I folded that letter and tucked it into the bottom drawer of my nightstand. I didn't think I’d write another.
But I did.
Letter two came after the wedding. Not ours, obviously—someone else’s. You wouldn’t have come even if I’d invited you, but I imagined what you’d say if you had. The letter was full of things I wished I could’ve shouted across the hall during the first dance. Like how I still hear your laugh in crowded rooms and how I scan faces hoping yours will be there, even though I know it won’t be. I wrote it all down on a napkin I’d stuffed into my purse, then copied it neatly when I got home.

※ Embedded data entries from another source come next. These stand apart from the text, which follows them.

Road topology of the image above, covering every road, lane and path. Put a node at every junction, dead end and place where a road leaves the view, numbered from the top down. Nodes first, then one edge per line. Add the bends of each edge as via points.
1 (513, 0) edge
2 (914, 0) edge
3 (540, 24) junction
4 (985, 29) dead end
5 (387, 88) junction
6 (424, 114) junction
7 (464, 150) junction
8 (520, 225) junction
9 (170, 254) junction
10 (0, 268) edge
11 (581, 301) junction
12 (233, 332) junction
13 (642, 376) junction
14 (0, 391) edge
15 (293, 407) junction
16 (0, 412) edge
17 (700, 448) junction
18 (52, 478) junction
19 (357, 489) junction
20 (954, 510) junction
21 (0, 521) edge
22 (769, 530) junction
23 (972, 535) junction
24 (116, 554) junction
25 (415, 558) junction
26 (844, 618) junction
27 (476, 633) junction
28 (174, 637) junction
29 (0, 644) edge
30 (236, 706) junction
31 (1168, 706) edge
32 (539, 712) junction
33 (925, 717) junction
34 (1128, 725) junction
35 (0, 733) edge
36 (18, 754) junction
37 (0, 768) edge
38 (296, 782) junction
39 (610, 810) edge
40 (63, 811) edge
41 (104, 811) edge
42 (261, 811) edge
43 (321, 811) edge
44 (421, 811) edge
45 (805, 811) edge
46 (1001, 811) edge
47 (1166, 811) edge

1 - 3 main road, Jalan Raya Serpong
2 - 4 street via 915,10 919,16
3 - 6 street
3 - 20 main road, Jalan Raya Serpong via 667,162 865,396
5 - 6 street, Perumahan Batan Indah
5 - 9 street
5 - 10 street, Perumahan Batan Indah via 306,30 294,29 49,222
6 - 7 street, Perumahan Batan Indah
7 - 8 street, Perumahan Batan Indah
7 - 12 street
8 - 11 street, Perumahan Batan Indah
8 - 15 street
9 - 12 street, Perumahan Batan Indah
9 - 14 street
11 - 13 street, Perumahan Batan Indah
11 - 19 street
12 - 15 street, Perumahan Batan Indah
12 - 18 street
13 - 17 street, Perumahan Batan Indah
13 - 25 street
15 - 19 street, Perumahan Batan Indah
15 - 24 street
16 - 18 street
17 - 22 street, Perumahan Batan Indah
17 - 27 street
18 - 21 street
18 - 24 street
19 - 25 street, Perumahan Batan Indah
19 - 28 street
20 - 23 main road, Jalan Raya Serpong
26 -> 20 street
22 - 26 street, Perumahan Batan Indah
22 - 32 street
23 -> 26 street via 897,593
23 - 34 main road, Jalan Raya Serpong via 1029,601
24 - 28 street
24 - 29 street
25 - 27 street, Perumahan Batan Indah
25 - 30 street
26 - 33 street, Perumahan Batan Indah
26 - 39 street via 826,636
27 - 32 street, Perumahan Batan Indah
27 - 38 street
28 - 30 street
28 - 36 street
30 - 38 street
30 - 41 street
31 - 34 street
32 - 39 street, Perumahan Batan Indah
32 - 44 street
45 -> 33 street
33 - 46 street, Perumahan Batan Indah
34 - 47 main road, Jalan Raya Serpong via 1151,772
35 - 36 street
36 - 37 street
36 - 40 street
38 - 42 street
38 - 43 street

I burned that napkin, but I kept the copy.
Letter five—yes, five—was written the day I got the job. You always told me I was “meant for bigger things.” I remember the way your eyes lit up when I read you my short stories. You said they made you feel like you were falling through the page. No one ever said that to me again. I wanted you to know I made it. That your belief wasn’t wasted, even if the relationship was.
I signed it, “Still chasing stars. –E.”
And yet, I never mailed it.
There were more. Dozens, maybe. A few were angry. Some were just blank pages I folded anyway, needing the ritual more than the words. I used to think writing them was a way to move on. But now I know it was the opposite. I was holding on—in ink and paper—because it was safer than calling.
Somewhere along the way, I stopped dating. Not consciously. I’d say “I’m too busy” or “I haven’t met the right one,” but the truth was simpler: I kept measuring everyone against a ghost. Against someone who never truly belonged to me in the first place. You were always half in, half gone. And I let you stay that way because I was terrified of what it would mean if you ever fully left.
And then, three weeks ago, I saw your name in an obituary. No photo. Just a line about a “quiet man who loved literature and solitude.” It didn’t even mention your music. You used to hum while you cooked—off-key but full of joy. Did no one know that part of you? Or had you buried it, too?
I sat on my kitchen floor and cried until my chest burned. Then I did what I always do: I wrote. One more letter. This time, I addressed it to the sky. No drawer. No fire. Just me, your green scarf—yes, I kept it—and the sound of a city that didn’t care someone like you was gone.
I don’t know what I expected. Maybe I thought the stars would blink in Morse code or a wind would carry your voice back. Nothing happened. Just silence.
And yet, in that quiet, I found something close to peace.
So this is the last letter.
I won’t keep it. I won’t fold it. I won’t hide it.
Because this one’s not for you.
It’s for me.
To finally let go.
To say goodbye.
To the man I loved in fragments.
To the letters I never sent.
—E.



Comments (1)
Writing letters is a powerful way to process feelings. I've done it too, even if I never sent them.